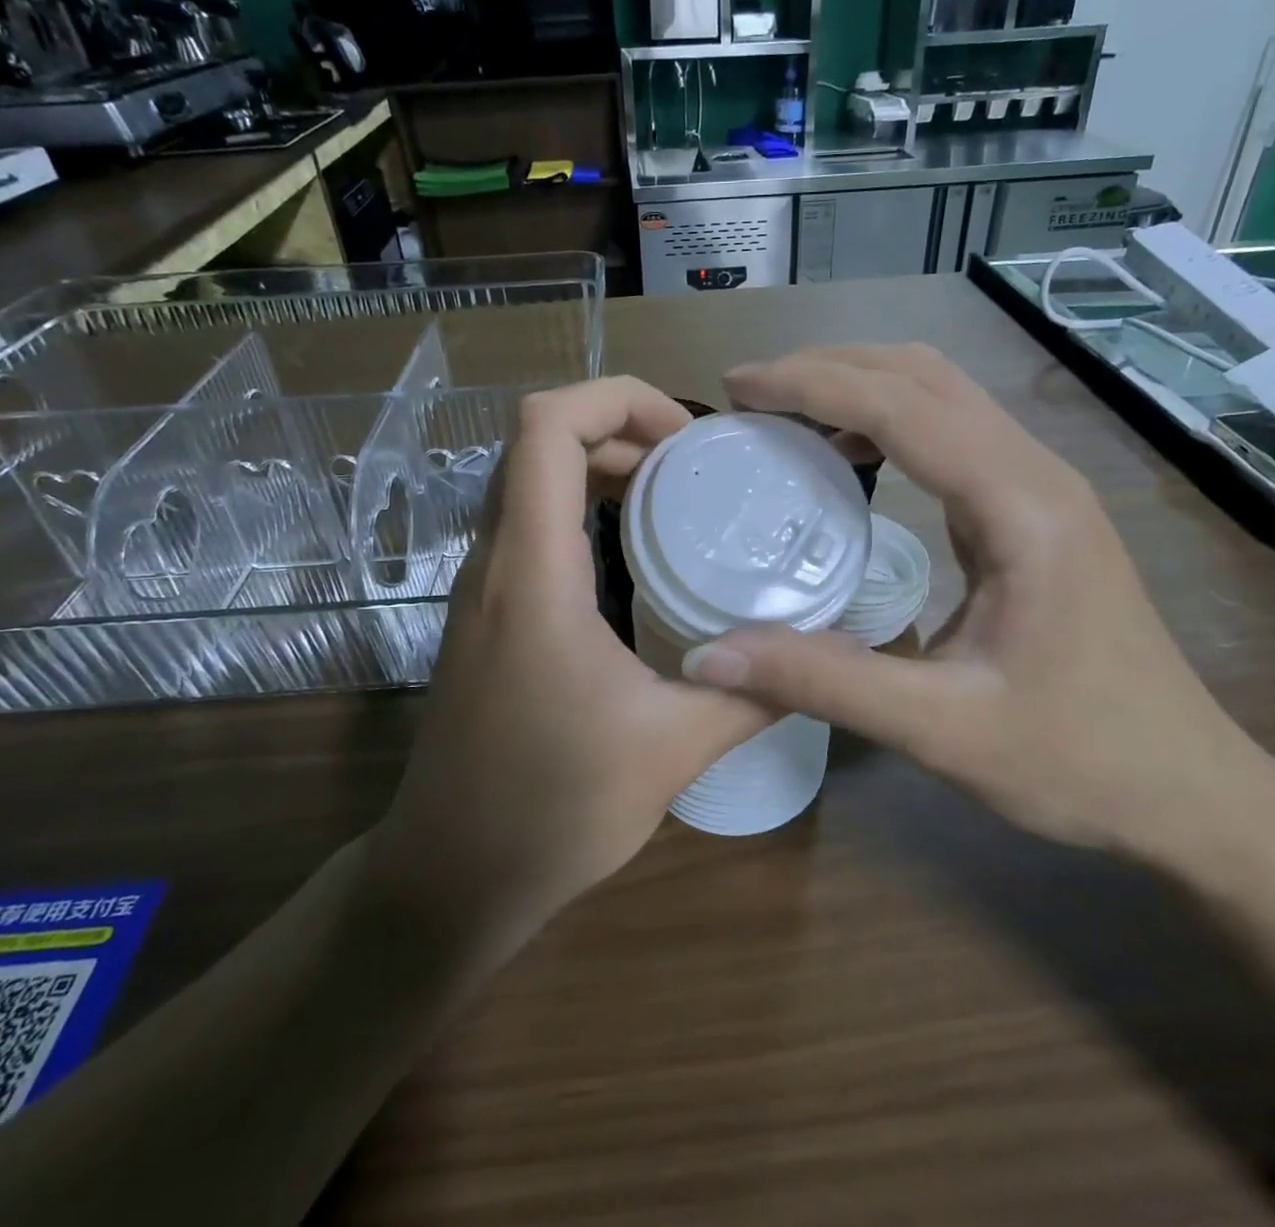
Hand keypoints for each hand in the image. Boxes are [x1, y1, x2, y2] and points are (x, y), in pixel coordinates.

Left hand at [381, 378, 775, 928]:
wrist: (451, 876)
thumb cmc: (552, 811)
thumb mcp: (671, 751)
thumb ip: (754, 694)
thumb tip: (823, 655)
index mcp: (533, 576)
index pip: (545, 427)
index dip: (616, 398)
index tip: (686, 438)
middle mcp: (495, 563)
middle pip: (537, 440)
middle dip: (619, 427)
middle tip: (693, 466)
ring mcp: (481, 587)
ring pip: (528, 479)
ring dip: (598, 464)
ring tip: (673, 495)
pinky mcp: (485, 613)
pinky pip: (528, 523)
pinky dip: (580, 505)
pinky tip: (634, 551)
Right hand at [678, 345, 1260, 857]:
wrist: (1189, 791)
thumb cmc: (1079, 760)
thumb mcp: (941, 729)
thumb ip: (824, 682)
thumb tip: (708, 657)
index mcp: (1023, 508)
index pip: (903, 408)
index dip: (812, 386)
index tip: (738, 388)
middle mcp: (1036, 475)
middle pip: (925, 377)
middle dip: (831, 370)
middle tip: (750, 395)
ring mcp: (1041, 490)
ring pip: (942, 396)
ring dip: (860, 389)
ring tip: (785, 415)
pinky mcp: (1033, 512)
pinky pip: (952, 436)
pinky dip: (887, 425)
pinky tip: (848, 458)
==
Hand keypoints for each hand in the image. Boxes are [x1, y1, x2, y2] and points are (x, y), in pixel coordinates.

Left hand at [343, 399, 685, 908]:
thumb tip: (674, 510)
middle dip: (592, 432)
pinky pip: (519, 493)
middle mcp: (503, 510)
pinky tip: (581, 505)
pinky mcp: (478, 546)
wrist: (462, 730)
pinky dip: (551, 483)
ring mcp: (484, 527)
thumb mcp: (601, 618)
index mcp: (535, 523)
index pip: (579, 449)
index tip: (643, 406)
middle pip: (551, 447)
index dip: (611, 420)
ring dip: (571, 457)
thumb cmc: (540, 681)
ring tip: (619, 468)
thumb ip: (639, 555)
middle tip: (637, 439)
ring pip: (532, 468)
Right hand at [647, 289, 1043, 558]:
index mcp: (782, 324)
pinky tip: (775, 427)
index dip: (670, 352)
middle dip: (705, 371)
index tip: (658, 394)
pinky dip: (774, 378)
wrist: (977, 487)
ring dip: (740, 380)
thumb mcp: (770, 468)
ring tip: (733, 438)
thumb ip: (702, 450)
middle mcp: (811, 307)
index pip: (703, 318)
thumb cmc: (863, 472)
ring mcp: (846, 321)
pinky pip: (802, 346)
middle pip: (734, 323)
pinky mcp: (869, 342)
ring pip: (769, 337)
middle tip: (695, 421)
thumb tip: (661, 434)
---
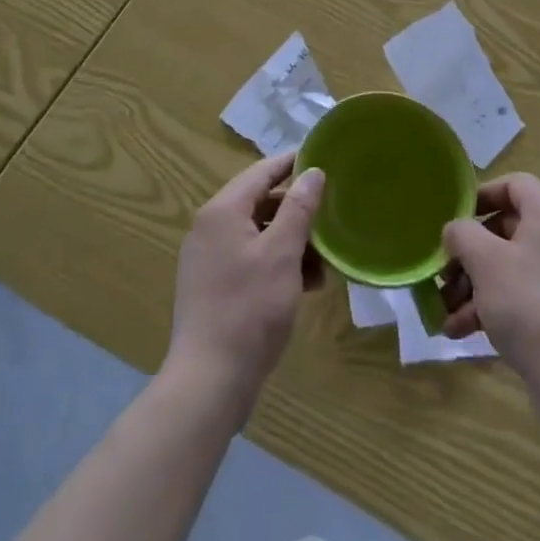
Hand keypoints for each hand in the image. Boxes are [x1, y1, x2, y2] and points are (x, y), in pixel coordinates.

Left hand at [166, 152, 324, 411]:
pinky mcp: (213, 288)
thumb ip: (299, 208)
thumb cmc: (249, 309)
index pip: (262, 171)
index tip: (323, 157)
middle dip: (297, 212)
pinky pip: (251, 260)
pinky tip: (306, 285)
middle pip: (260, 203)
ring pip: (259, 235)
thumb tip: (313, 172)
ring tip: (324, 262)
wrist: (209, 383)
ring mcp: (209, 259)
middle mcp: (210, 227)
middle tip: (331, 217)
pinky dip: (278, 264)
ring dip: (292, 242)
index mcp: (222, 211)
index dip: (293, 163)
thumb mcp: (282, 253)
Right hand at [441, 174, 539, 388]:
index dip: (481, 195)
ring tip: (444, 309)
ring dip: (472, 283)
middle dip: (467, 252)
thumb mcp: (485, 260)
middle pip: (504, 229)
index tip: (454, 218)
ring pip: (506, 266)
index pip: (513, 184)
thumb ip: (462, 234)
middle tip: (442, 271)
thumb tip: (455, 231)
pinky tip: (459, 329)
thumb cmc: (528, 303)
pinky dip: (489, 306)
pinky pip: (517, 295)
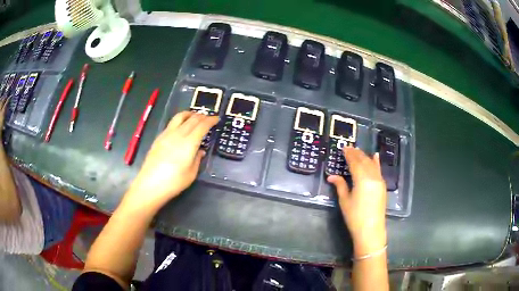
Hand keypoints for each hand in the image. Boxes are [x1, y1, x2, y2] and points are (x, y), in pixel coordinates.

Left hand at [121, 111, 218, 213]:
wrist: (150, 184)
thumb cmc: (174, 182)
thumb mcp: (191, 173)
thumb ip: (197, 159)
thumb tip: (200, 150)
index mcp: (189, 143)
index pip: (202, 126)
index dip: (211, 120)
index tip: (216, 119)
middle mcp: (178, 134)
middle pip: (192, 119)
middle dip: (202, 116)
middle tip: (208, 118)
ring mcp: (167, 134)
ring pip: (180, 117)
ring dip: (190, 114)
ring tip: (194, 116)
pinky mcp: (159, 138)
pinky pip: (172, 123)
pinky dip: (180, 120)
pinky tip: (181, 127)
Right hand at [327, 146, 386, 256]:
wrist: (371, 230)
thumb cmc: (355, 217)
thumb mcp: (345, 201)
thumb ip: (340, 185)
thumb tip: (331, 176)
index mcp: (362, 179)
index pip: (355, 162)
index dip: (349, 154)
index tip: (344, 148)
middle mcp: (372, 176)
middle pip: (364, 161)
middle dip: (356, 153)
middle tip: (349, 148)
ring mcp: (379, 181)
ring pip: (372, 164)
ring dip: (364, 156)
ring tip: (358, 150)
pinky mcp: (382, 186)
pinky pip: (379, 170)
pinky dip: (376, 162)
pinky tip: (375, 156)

What is required: Would you quote everything above from the line containing "ring tip: (194, 116)" down to the line containing "pinky tip: (375, 156)"? Include both of those lines and nothing else.

Answer to the exercise:
ring tip: (194, 116)
pinky mcp: (159, 138)
pinky pip: (172, 123)
pinky dip: (180, 120)
pinky tip: (181, 127)
Right hand at [327, 146, 386, 256]:
wrist: (371, 230)
thumb cmc: (355, 217)
thumb mcp: (345, 201)
thumb ip: (340, 185)
thumb tip: (331, 176)
index mcp: (362, 179)
index pip: (355, 162)
index dip: (349, 154)
index tip: (344, 148)
middle mcp: (372, 176)
middle pip: (364, 161)
middle dip: (356, 153)
middle tip: (349, 148)
ring mcp: (379, 181)
ring pip: (372, 164)
ring dip: (364, 156)
ring tip: (358, 150)
pinky mcp: (382, 186)
pinky pip: (379, 170)
pinky dip: (376, 162)
pinky tip: (375, 156)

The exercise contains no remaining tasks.